Once seen as the preserve of the older generation. the allotment world of 2014 is becoming a grassroots success story. Paul Robinson reports on its past and present.
THEY came back from the nightmare of the First World War to promises that Britain would now be a ‘land fit for heroes’.
Swingeing cuts in public spending and a decline in industries such as coal and steel meant that, for many, those promises would soon have a hollow ring. Others, though, could at least content themselves in the knowledge that they had their own piece of land fit for a brighter future.
Demands on allotment production had soared during the war as food shortages took their toll on life on the home front. Then, after the close of the conflict, land was made still more widely available as a way of assisting returning servicemen.
Today, nearly a century later, the food growing revolution inadvertently ushered in by the ‘war to end all wars’ shows no sign of abating. Leeds City Council has 99 allotment sites and for the 2,725 full-sized plots, there’s a 1,000 -strong waiting list.
“From our perspective, it’s really good to see,” says Leeds City Council’s executive member for the environment, Coun Mark Dobson. “When I was younger, you would maybe associate allotments with older people. More and more these days, though, it’s young people and couples who are wanting to get involved.
“There has been a real change of attitudes, with people becoming more aware of the environment and more aware of the importance of eating fresh produce. Allotments have a proud tradition in Leeds and it’s great to know that is continuing.”

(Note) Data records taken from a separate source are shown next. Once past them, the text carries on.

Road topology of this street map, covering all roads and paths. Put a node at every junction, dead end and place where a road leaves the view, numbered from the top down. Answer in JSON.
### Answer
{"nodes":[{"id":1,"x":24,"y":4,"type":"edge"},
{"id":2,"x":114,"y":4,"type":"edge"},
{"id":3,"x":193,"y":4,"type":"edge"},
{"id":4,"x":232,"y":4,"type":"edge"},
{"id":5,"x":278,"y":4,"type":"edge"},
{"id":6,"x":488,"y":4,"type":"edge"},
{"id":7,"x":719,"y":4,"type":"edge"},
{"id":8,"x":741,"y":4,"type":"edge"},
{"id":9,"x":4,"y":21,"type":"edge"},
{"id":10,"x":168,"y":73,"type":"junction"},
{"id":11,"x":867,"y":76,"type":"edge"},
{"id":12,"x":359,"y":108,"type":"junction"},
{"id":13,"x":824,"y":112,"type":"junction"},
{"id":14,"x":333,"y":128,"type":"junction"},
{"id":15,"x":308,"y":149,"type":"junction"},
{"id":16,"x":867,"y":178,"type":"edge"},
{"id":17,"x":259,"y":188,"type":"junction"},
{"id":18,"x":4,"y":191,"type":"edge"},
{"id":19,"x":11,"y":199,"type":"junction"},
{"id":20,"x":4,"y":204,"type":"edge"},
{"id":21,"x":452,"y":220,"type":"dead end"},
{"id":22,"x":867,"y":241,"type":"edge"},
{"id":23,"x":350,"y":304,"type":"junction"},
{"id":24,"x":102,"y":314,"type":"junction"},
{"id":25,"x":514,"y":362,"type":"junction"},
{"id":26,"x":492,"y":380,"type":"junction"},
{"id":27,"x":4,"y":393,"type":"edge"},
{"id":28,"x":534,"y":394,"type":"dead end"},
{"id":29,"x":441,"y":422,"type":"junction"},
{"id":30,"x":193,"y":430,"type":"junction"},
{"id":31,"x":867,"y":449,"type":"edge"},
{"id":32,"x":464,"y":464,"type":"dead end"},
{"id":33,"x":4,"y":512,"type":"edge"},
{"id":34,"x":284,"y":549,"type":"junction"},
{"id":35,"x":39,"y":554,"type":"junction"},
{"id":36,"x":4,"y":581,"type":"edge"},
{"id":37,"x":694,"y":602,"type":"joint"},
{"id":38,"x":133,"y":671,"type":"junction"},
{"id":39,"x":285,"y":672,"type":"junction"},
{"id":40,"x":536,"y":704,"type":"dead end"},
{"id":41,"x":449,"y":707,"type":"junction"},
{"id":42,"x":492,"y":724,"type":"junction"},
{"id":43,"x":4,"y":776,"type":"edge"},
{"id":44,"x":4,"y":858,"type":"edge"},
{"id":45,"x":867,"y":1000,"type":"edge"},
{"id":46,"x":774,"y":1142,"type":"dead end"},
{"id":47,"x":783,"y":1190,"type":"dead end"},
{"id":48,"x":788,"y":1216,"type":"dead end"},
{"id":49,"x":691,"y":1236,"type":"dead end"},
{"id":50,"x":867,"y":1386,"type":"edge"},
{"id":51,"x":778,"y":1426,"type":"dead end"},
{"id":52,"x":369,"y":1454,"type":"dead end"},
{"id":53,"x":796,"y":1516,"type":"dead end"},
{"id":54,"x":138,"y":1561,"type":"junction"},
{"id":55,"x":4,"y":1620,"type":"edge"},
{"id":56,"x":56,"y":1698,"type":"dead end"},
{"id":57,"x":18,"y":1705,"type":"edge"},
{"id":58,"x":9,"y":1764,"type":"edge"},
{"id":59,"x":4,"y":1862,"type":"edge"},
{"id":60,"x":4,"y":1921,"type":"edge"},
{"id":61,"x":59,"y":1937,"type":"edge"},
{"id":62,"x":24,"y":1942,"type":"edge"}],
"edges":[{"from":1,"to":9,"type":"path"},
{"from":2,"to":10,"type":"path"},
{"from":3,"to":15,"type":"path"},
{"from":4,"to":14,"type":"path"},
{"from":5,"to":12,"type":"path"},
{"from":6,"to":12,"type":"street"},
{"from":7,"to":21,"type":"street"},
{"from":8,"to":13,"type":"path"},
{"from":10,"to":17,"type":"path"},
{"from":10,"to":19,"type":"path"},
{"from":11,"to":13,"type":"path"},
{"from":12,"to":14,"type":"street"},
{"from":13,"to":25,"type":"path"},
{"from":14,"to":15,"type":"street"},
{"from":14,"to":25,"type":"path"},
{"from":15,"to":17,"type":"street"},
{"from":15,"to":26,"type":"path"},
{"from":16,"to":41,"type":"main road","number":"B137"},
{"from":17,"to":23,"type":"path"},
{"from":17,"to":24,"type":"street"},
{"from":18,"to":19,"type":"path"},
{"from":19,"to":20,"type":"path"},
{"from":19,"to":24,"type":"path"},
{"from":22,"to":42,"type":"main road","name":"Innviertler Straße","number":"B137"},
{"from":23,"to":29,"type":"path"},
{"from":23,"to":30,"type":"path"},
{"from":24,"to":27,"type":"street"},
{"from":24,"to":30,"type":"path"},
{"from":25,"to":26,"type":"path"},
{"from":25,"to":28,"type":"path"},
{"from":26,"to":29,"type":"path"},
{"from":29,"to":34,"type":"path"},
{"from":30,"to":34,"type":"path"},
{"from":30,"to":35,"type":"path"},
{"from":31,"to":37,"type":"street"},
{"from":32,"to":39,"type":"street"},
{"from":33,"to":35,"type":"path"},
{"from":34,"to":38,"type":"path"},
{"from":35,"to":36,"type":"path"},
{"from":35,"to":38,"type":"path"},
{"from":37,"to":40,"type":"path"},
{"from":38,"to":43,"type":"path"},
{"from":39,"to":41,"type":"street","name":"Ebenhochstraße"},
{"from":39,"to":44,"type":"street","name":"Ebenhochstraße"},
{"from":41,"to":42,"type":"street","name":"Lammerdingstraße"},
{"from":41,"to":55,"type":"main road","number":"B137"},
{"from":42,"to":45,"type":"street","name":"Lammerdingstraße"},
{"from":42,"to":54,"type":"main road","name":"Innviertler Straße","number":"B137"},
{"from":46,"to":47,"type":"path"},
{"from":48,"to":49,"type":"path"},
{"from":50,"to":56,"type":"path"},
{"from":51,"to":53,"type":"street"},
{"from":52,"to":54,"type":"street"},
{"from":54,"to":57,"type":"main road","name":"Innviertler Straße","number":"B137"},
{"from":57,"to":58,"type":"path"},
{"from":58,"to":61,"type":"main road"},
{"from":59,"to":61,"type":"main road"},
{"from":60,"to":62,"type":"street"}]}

A trawl through the archives shows Coun Dobson is right to salute the proud local tradition of allotmenteering. Back in 1966, the chairman of the National Allotments and Garden Society, a Mr A.G.W. Measures, told his members: “If you want to know how to organise allotments, go to Leeds.”
The archives also reveal an oft-voiced gripe over the years has been rent rises. Allotmenteers in Garforth were up in arms in October 1974 at plans to charge £2 a year for a standard plot – an increase, claimed one gardener, of 700 per cent. Fast forward to 2014 and although the sums involved might have altered, stand-offs between landlords and tenants are still with us.
The Leeds and District Allotment Gardeners Federation (LDAGF) has issued an application in the High Court for a judicial review of city council plans to put up rents. The case, however, is a rare blot on the landscape for the federation, which scooped prizes at last year’s Harrogate Spring Flower Show and the Great Yorkshire Show.
Now the group is preparing to mix it with the big boys by taking a demonstration allotment to this year’s Chelsea Flower Show.
Their ‘techno allotment’ will highlight some of the gizmos and gadgets used by gardeners, one being a solar undersoil heating system made by LDAGF publicity officer Phil Gomersall from an old radiator and an ice cream tub. “We are delighted to be going to Chelsea – it’s all about promoting the benefits of allotment gardens,” he says. “We thought, ‘if we can do it at the Great Yorkshire Show, then why not Chelsea?’ We knew there was quite a waiting list to get in down there, so it was nice to be accepted first year.”
And the benefits that Phil and co are hoping will strike a chord with the great and good at Chelsea?
“Basically, that this is a lovely recreational activity,” he said. “You get fresh air and exercise – and then there is the social aspect. That’s a very big thing when a site is self-managed. You get together almost like a family and everyone knows each other. There is also a benefit to mental health. There is so much stress around with people’s jobs, when they finish for the day they can go down to their allotment and unwind.”